Paladin of Souls - Lois McMaster Bujold [141]
“Perilous indeed. And, um . . .” His brow wrinkled. “Paradoxical.”
“I told all to Ias and Arvol, and we took counsel together. Arvol, afflicted by our weeping, volunteered to attempt the hero’s role. We hit upon drowning as the method, for men were known to come back from that death, sometimes. And it does not disfigure. Arvol studied it, collected tales, investigated victims both lost and saved. In a cavern beneath the Zangre, we set up the cask, the ropes, the winch. The altars to all the gods. Arvol let himself be stripped, bound, lowered upside down, until his struggles ceased, until the light of his soul went out to my inner eye.”
He began to speak; she held up her hand, to block the misunderstanding. “No. Not yet. We drew him out—pressed the water from his throat, pounded on his heart, cried out our prayers, until he choked and breathed again. And I could see the crack in the curse.

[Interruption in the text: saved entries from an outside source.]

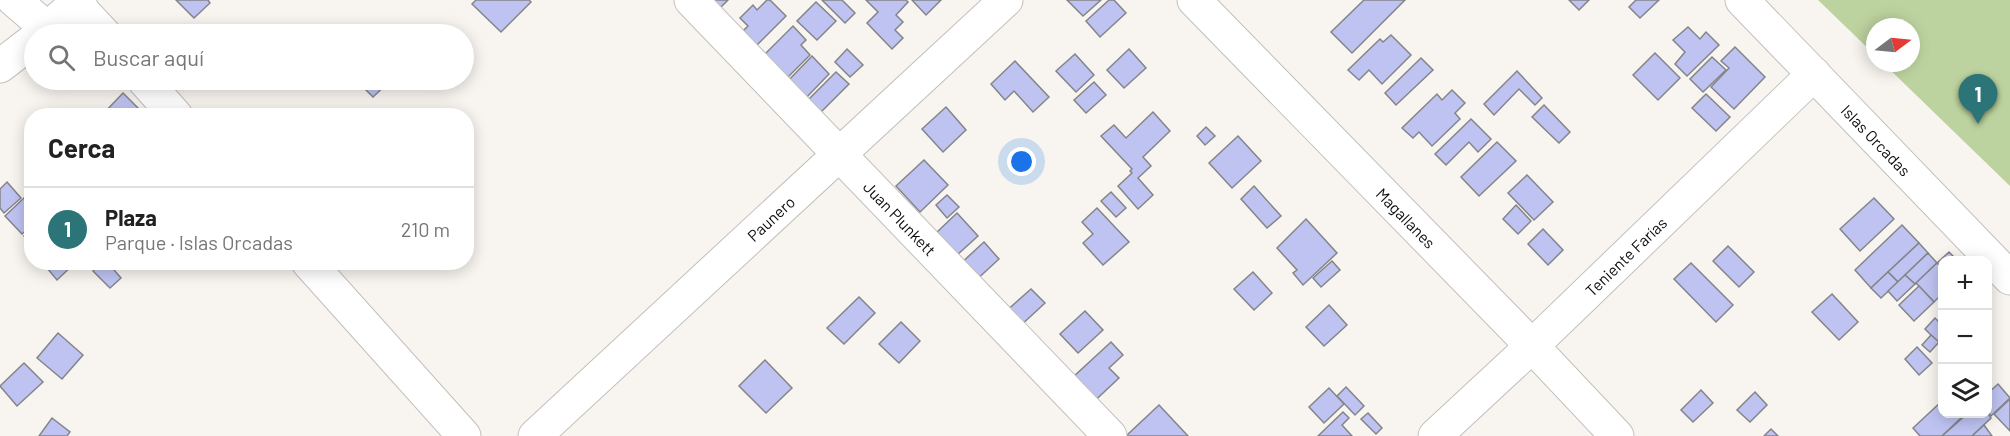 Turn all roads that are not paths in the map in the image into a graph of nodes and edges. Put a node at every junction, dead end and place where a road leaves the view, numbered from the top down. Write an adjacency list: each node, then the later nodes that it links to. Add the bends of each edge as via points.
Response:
1 (14, 0): 7 (street)
2 (691, 0): 15 (street, Juan Plunkett)
3 (1006, 0): 15 (street, Paunero)
4 (1194, 0): 18 (street, Magallanes)
5 (1742, 0): 12 (street, Islas Orcadas)
6 (78, 2): 8 (street); 9 (street)
7 (33, 24)
8 (53, 24)
9 (96, 24)
10 (24, 47): 11 (street)
11 (0, 66)
12 (1814, 74): 16 (street, Islas Orcadas); 18 (street, Teniente Farías)
13 (153, 90): 14 (street)
14 (169, 108)
15 (839, 154): 20 (street, Paunero); 21 (street, Juan Plunkett)
16 (2006, 261)
17 (315, 270): 19 (street)
18 (1532, 346): 22 (street, Teniente Farías); 23 (street, Magallanes)
19 (464, 436)
20 (535, 436)
21 (1110, 436)
22 (1435, 436)
23 (1617, 436) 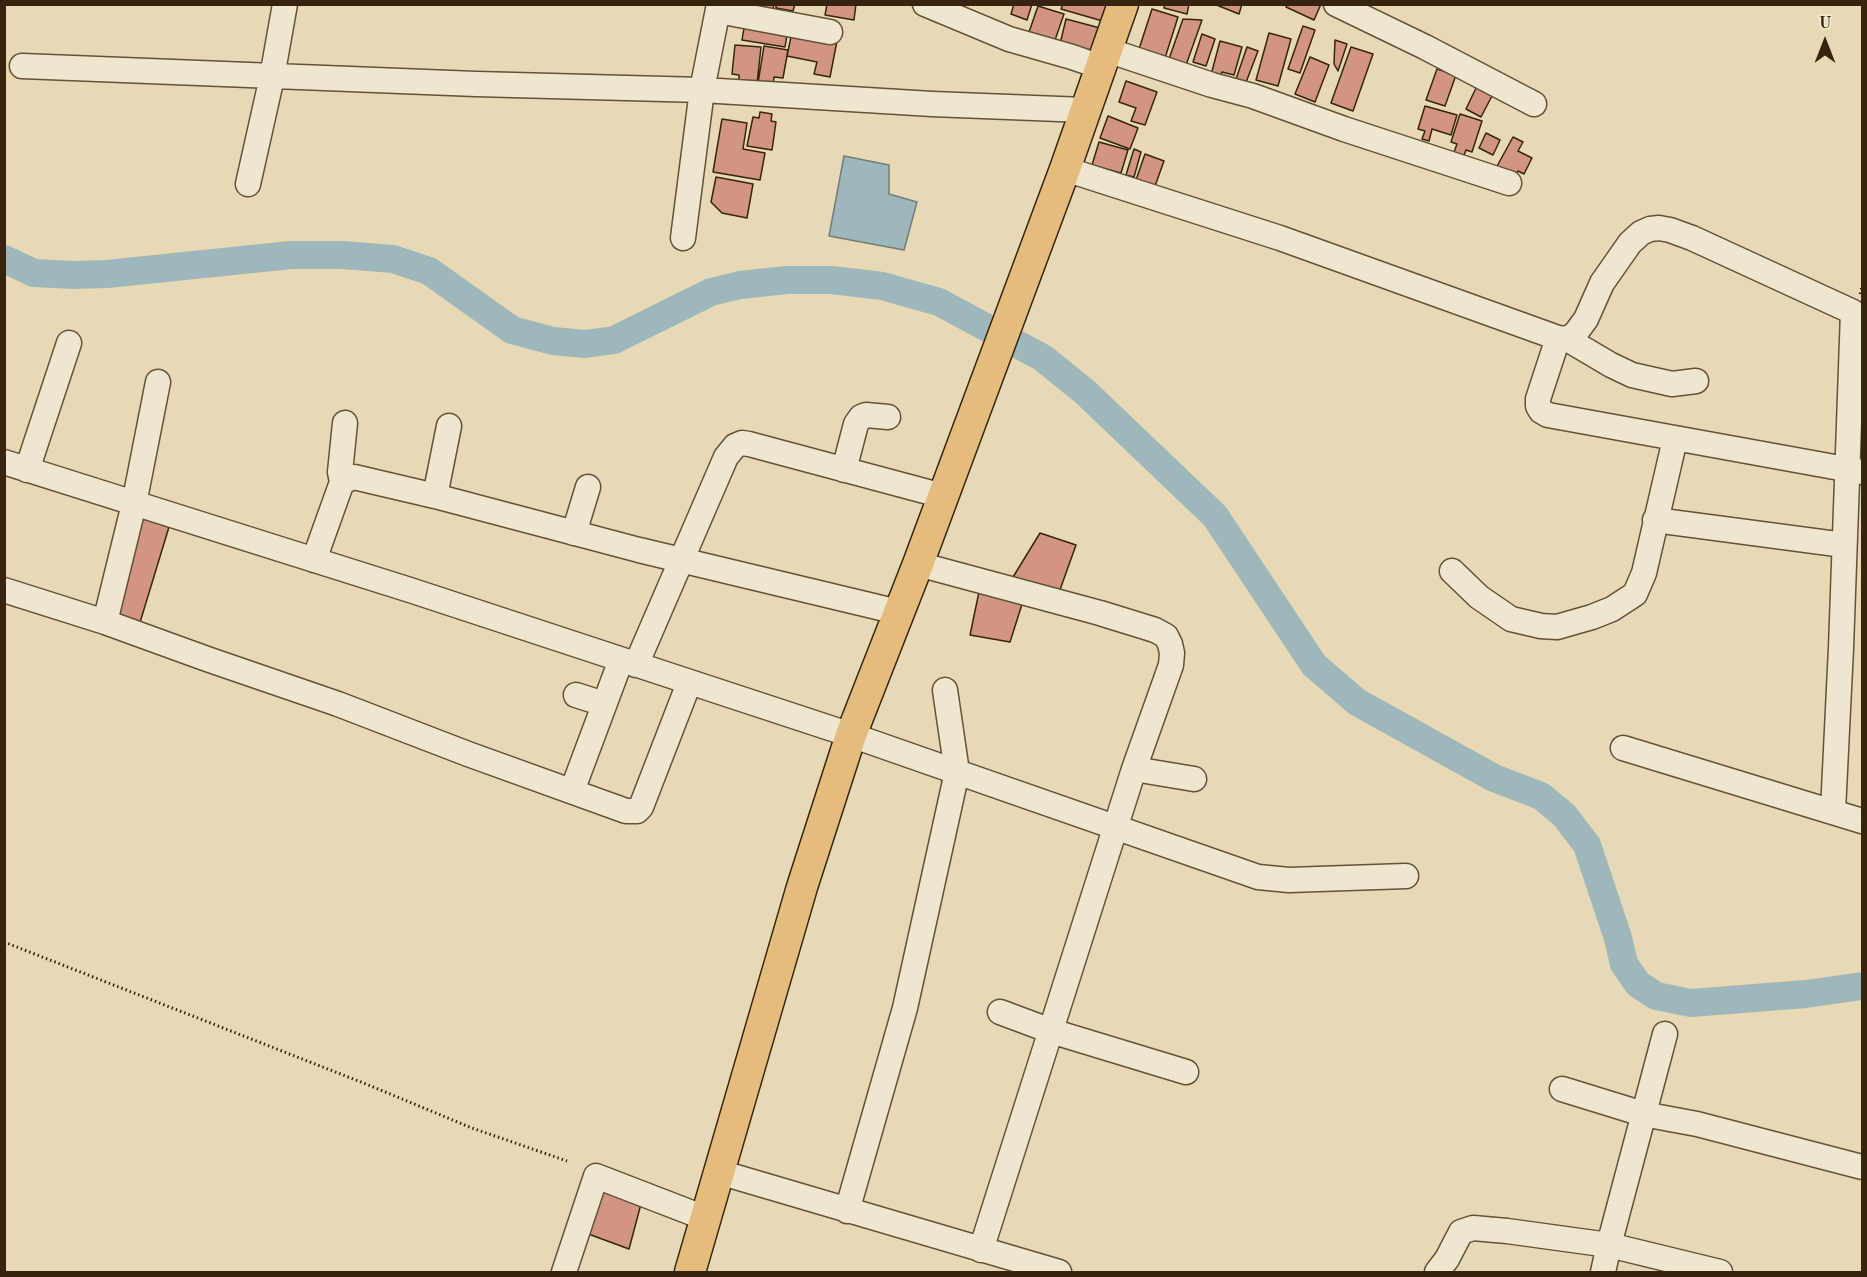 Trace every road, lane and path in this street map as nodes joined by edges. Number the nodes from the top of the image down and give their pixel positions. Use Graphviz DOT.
graph roads {
  1 [pos="285,4"];
  2 [pos="925,4"];
  3 [pos="1123,4"];
  4 [pos="1336,4"];
  5 [pos="718,8"];
  6 [pos="830,32"];
  7 [pos="1104,58"];
  8 [pos="22,66"];
  9 [pos="272,77"];
  10 [pos="702,90"];
  11 [pos="1534,104"];
  12 [pos="1085,110"];
  13 [pos="1065,169"];
  14 [pos="1509,183"];
  15 [pos="248,184"];
  16 [pos="683,238"];
  17 [pos="1562,339"];
  18 [pos="69,343"];
  19 [pos="1696,381"];
  20 [pos="158,382"];
  21 [pos="888,417"];
  22 [pos="345,423"];
  23 [pos="449,426"];
  24 [pos="1675,439"];
  25 [pos="4,462"];
  26 [pos="27,470"];
  27 [pos="844,470"];
  28 [pos="1855,471"];
  29 [pos="342,482"];
  30 [pos="588,487"];
  31 [pos="435,496"];
  32 [pos="943,496"];
  33 [pos="134,504"];
  34 [pos="1655,520"];
  35 [pos="574,533"];
  36 [pos="1850,558"];
  37 [pos="681,559"];
  38 [pos="314,560"];
  39 [pos="918,564"];
  40 [pos="1452,571"];
  41 [pos="4,590"];
  42 [pos="898,612"];
  43 [pos="105,622"];
  44 [pos="629,662"];
  45 [pos="689,683"];
  46 [pos="945,690"];
  47 [pos="576,695"];
  48 [pos="604,704"];
  49 [pos="851,735"];
  50 [pos="1623,748"];
  51 [pos="1134,769"];
  52 [pos="957,772"];
  53 [pos="1194,779"];
  54 [pos="572,791"];
  55 [pos="1833,812"];
  56 [pos="1863,821"];
  57 [pos="1117,826"];
  58 [pos="1406,876"];
  59 [pos="4,942"];
  60 [pos="1000,1012"];
  61 [pos="1051,1030"];
  62 [pos="1665,1034"];
  63 [pos="1186,1072"];
  64 [pos="1562,1089"];
  65 [pos="1643,1114"];
  66 [pos="567,1161"];
  67 [pos="1863,1167"];
  68 [pos="719,1172"];
  69 [pos="847,1211"];
  70 [pos="705,1218"];
  71 [pos="1609,1245"];
  72 [pos="981,1250"];
  73 [pos="564,1272"];
  74 [pos="690,1272"];
  75 [pos="1059,1272"];
  76 [pos="1437,1272"];
  77 [pos="1604,1272"];
  78 [pos="1720,1272"];
  1 -- 9 [label="street"];
  2 -- 7 [label="street"];
  3 -- 7 [label="main road"];
  4 -- 11 [label="street"];
  5 -- 6 [label="street"];
  5 -- 10 [label="street"];
  7 -- 12 [label="main road"];
  7 -- 14 [label="street"];
  8 -- 9 [label="street"];
  9 -- 10 [label="street"];
  9 -- 15 [label="street"];
  10 -- 12 [label="street"];
  10 -- 16 [label="street"];
  12 -- 13 [label="main road"];
  13 -- 17 [label="street"];
  13 -- 32 [label="main road"];
  17 -- 19 [label="street"];
  17 -- 24 [label="street"];
  17 -- 28 [label="street"];
  18 -- 26 [label="street"];
  20 -- 33 [label="street"];
  21 -- 27 [label="street"];
  22 -- 29 [label="street"];
  23 -- 31 [label="street"];
  24 -- 28 [label="street"];
  24 -- 34 [label="street"];
  25 -- 26 [label="street"];
  26 -- 33 [label="street"];
  27 -- 32 [label="street"];
  27 -- 37 [label="street"];
  28 -- 36 [label="street"];
  29 -- 31 [label="street"];
  29 -- 38 [label="street"];
  30 -- 35 [label="street"];
  31 -- 35 [label="street"];
  32 -- 39 [label="main road"];
  33 -- 38 [label="street"];
  33 -- 43 [label="street"];
  34 -- 36 [label="street"];
  34 -- 40 [label="street"];
  35 -- 37 [label="street"];
  36 -- 55 [label="street"];
  37 -- 42 [label="street"];
  37 -- 44 [label="street"];
  38 -- 44 [label="street"];
  39 -- 42 [label="main road"];
  39 -- 51 [label="street"];
  41 -- 43 [label="street"];
  42 -- 49 [label="main road"];
  43 -- 54 [label="street"];
  44 -- 45 [label="street"];
  44 -- 48 [label="street"];
  45 -- 49 [label="street"];
  45 -- 54 [label="street"];
  46 -- 52 [label="street"];
  47 -- 48 [label="street"];
  48 -- 54 [label="street"];
  49 -- 52 [label="street"];
  49 -- 68 [label="main road"];
  50 -- 55 [label="street"];
  51 -- 53 [label="street"];
  51 -- 57 [label="street"];
  52 -- 57 [label="street"];
  52 -- 69 [label="street"];
  55 -- 56 [label="street"];
  57 -- 58 [label="street"];
  57 -- 61 [label="street"];
  59 -- 66 [label="path"];
  60 -- 61 [label="street"];
  61 -- 63 [label="street"];
  61 -- 72 [label="street"];
  62 -- 65 [label="street"];
  64 -- 65 [label="street"];
  65 -- 67 [label="street"];
  65 -- 71 [label="street"];
  68 -- 69 [label="street"];
  68 -- 70 [label="main road"];
  69 -- 72 [label="street"];
  70 -- 73 [label="street"];
  70 -- 74 [label="main road"];
  71 -- 76 [label="street"];
  71 -- 77 [label="street"];
  71 -- 78 [label="street"];
  72 -- 75 [label="street"];
}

“We had planned the ritual three nights in succession. On the second night, all went the same, until his hair brushed the surface of the water, and he gasped out to stop, he could not bear it. He cried I was trying to assassinate him, for jealousy’s sake. Ias hesitated. I was shaken, sick in my stomach—but I let reason compel me. It was Arvol’s own chosen method, it had worked once . . . I wailed for fear for my children, and for the frustration of coming so close, to miss saving them by a handbreadth. For rage at his slander. And for raising my hopes so high upon his pride, then dashing them so low upon his frailty.” She added simply, “I’d believed in his account of himself, you see.”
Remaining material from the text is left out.